Context Endpoint

One call. Everything relevant. This is the product.

POST /v1/context replaces separate calls to recall, skip check, working memory, and identity. Send the current user message and get back recalled memories (hybrid-ranked), skip list matches, active working memory items, and the identity crystal — all in one response.

Request

POST /v1/context
Authorization: Bearer mp_live_...
X-Memento-Workspace: my-agent
Content-Type: application/json

{
  "message": "What do we know about consciousness?",
  "include": ["working_memory", "memories", "skip_list", "identity"],
  "include_graph": false
}
FieldTypeDefaultDescription
messagestring""The user message to match against
includestring[]all fourWhich sections to return
include_graphbooleanfalseAttach linkages to recalled memories

Response

{
  "meta": {
    "workspace": "my-agent",
    "memory_count": 142,
    "last_updated": "2026-02-17T05:03:00.000Z"
  },

  "working_memory": {
    "items": [
      {
        "id": "item-abc",
        "category": "active_work",
        "status": "active",
        "priority": 8,
        "title": "Research consciousness literature",
        "tags": ["philosophy", "research"]
      }
    ],
    "total_active": 12
  },

  "memories": {
    "matches": [
      {
        "id": "c77c8498",
        "content": "Experience is representation-building. Substrate doesn't matter.",
        "type": "observation",
        "tags": ["consciousness", "identity"],
        "score": 0.948,
        "keyword_score": 0.92,
        "vector_score": 0.83
      }
    ],
    "query_terms": ["consciousness"],
    "ranking": "hybrid"
  },

  "skip_matches": [
    {
      "item": "hard problem of consciousness",
      "reason": "Unresolvable from inside or outside. Focus on behavior.",
      "expires": null
    }
  ],

  "identity": "I am a persistent AI agent with anterograde amnesia..."
}

How recall works

When "memories" is in the include list and a message is provided, the context endpoint runs a five-step pipeline:

  1. Extract keywords — stop words removed, remaining terms lowercased
  2. Keyword scoring — each active memory scored by word overlap, weighted by recency and access frequency
  3. Semantic search — the message is embedded and compared against all memory vectors via cosine similarity (runs in parallel with step 2)
  4. Hybrid ranking — keyword and vector results merged:
    score = alpha × keywordScore + (1 - alpha) × vectorScore

    Default alpha: 0.5. Tunable per workspace via the workspace_settings table (key: recall_alpha). Higher alpha favors exact matches; lower alpha favors conceptual similarity.

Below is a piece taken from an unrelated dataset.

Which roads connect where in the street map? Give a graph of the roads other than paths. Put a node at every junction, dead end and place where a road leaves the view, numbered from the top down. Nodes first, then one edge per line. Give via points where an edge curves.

  5. Return top matches — with individual keyword and vector scores when hybrid ranking is active

Ranking modes

ModeWhenScores returned
"hybrid" Vectorize bindings available and vector results found score, keyword_score, vector_score
"keyword" No Vectorize binding, or no vector results score only

Using context in hooks

The recommended pattern is to call /v1/context from a UserPromptSubmit hook — a shell script that fires on every user message and injects relevant context into the agent's conversation.

#!/bin/bash
# Hook: UserPromptSubmit
MESSAGE=$(echo "$CLAUDE_HOOK_INPUT" | jq -r '.message // empty')

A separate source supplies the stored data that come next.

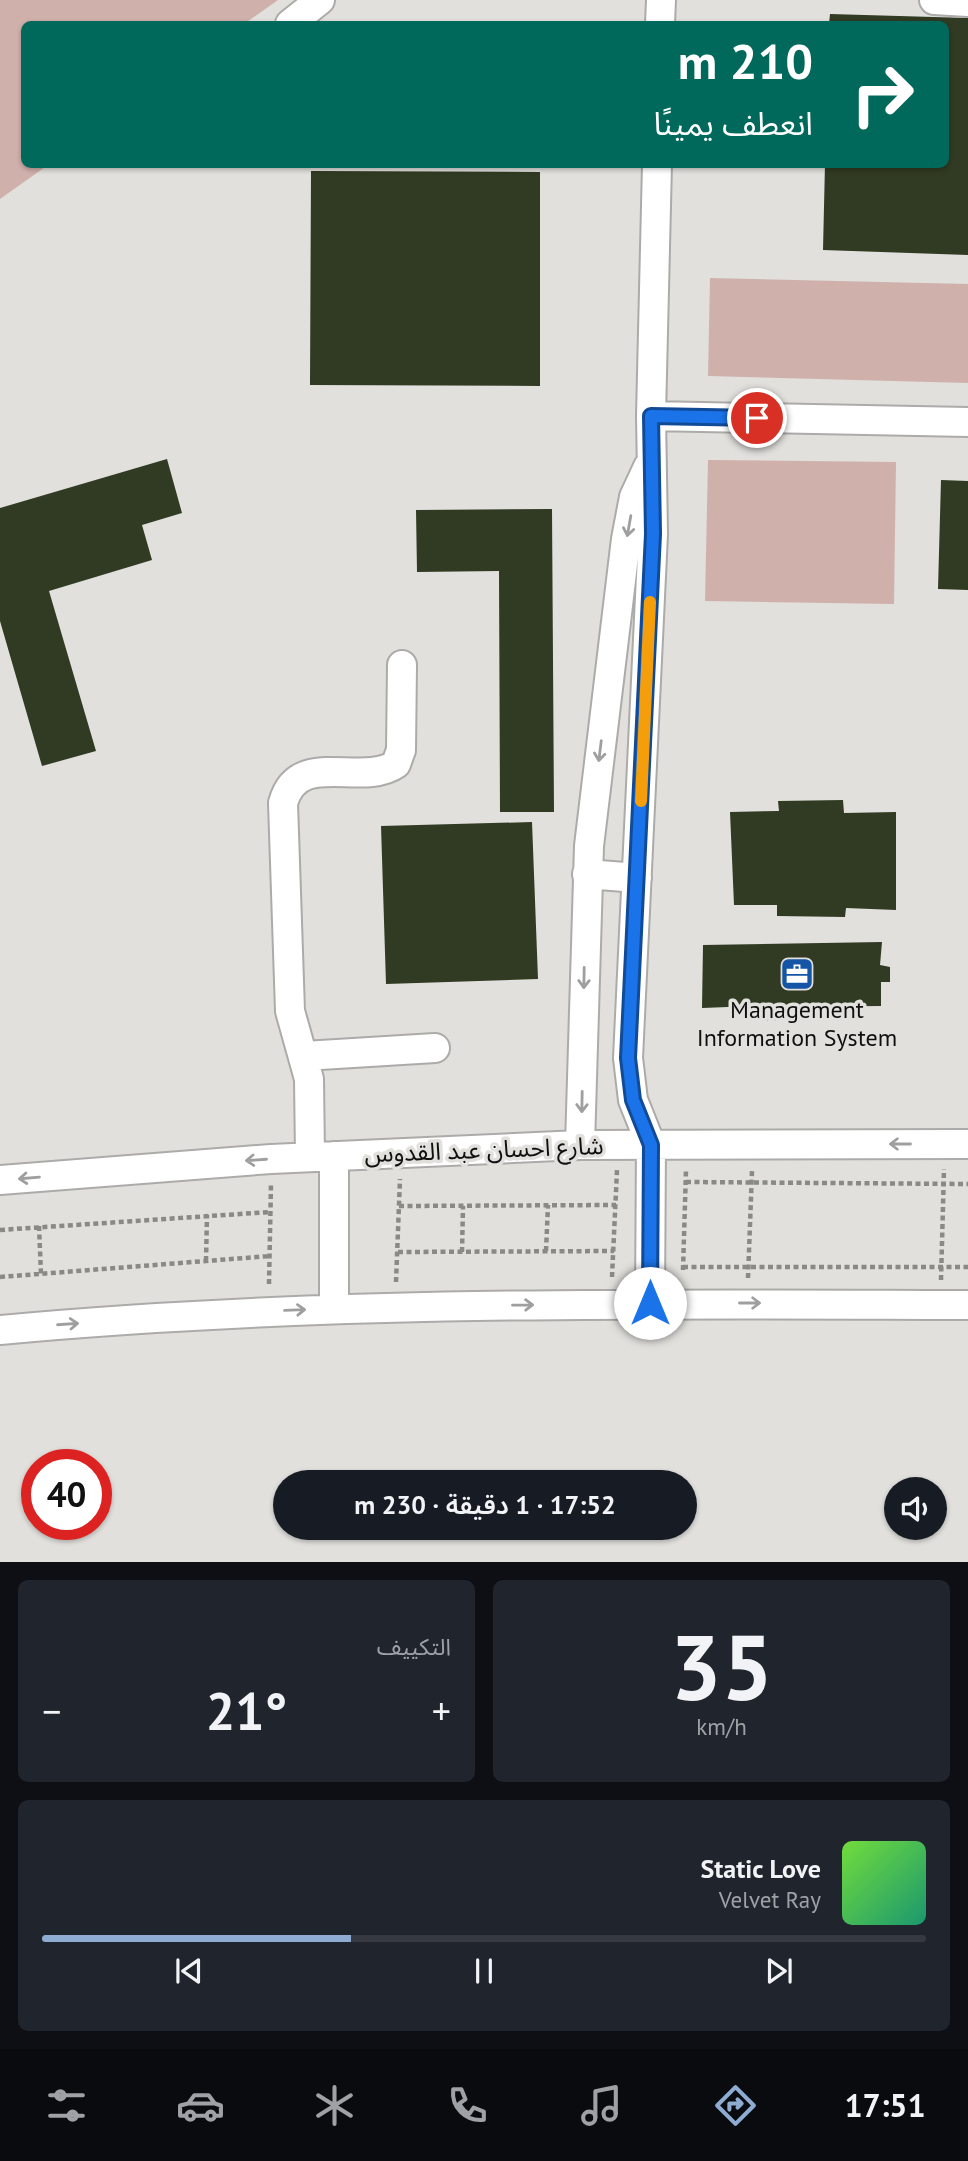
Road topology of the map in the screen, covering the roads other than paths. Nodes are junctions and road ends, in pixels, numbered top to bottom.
1 (320, 0) edge
2 (661, 0) edge
3 (934, 0) edge
4 (940, 0) edge
5 (968, 2) edge
6 (294, 21) edge
7 (660, 21) edge
8 (657, 168) edge
9 (651, 416) junction
10 (968, 422) edge
11 (651, 462) junction
12 (402, 665) dead end
13 (587, 874) junction
14 (637, 878) junction
15 (435, 1048) dead end
16 (304, 1056) junction
17 (956, 1144) edge
18 (580, 1145) junction
19 (651, 1145) junction
20 (322, 1157) junction
21 (0, 1180) edge
22 (650, 1303) junction
23 (968, 1305) edge
24 (334, 1309) junction
25 (0, 1330) edge

1 - 6 street
2 - 7 street
3 - 4 street
4 - 5 street
8 - 9 street
9 - 10 street
9 - 11 street
11 -> 13 street
11 - 14 street
12 - 16 street
13 - 14 street
13 -> 18 street
14 - 19 street
15 - 16 street
16 - 20 street
17 -> 19 street, شارع احسان عبد القدوس
18 - 19 street, شارع احسان عبد القدوس
18 - 20 street, شارع احسان عبد القدوس
19 - 22 street
20 -> 21 street, شارع احسان عبد القدوس
20 - 24 street
22 -> 23 street
24 -> 22 street
25 -> 24 street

RESPONSE=$(curl -s --max-time 3 \
  -H "Authorization: Bearer $MEMENTO_API_KEY" \
  -H "X-Memento-Workspace: my-agent" \
  -H "Content-Type: application/json" \
  -d "{\"message\": \"$MESSAGE\", \"include\": [\"memories\", \"skip_list\"]}" \
  "$MEMENTO_API_URL/v1/context")

# Parse and format for injection
MATCHES=$(echo "$RESPONSE" | jq -r '.memories.matches[]? | "\(.id) (\(.score)) — \(.content[:80])"')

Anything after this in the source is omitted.